((

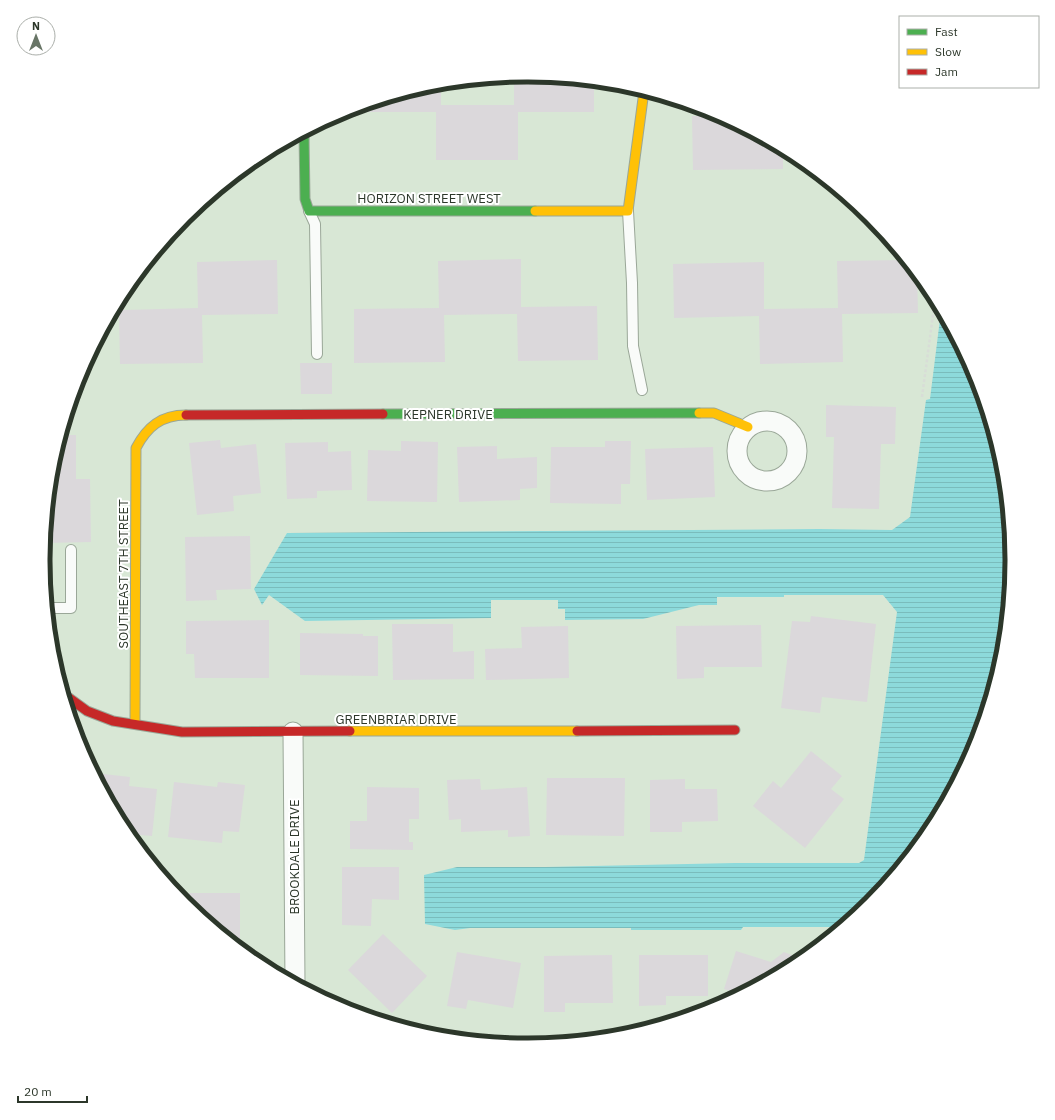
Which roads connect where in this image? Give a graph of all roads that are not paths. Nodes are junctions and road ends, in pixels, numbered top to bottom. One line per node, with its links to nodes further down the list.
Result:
1 (643, 97): 4 (street)
2 (304, 138): 3 (street)
3 (309, 211): 4 (street, HORIZON STREET WEST); 5 (lane)
4 (628, 211): 6 (lane)
5 (317, 354)
6 (642, 390)
7 (748, 427): 8 (street, KEPNER DRIVE)
8 (148, 428): 12 (street, SOUTHEAST 7TH STREET)
9 (71, 550): 10 (lane)
10 (53, 608)
11 (71, 700): 12 (street, GREENBRIAR DRIVE)
12 (135, 724): 14 (street, GREENBRIAR DRIVE)
13 (735, 730): 14 (street, GREENBRIAR DRIVE)
14 (293, 732): 15 (street, BROOKDALE DRIVE)
15 (295, 977)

))

__What is required__. Exactly as they appear above, print all the lines, but not the pictures.

__Solution for this exercise__.
Which roads connect where in this image? Give a graph of all roads that are not paths. Nodes are junctions and road ends, in pixels, numbered top to bottom. One line per node, with its links to nodes further down the list.
Result:
1 (643, 97): 4 (street)
2 (304, 138): 3 (street)
3 (309, 211): 4 (street, HORIZON STREET WEST); 5 (lane)
4 (628, 211): 6 (lane)
5 (317, 354)
6 (642, 390)
7 (748, 427): 8 (street, KEPNER DRIVE)
8 (148, 428): 12 (street, SOUTHEAST 7TH STREET)
9 (71, 550): 10 (lane)
10 (53, 608)
11 (71, 700): 12 (street, GREENBRIAR DRIVE)
12 (135, 724): 14 (street, GREENBRIAR DRIVE)
13 (735, 730): 14 (street, GREENBRIAR DRIVE)
14 (293, 732): 15 (street, BROOKDALE DRIVE)
15 (295, 977)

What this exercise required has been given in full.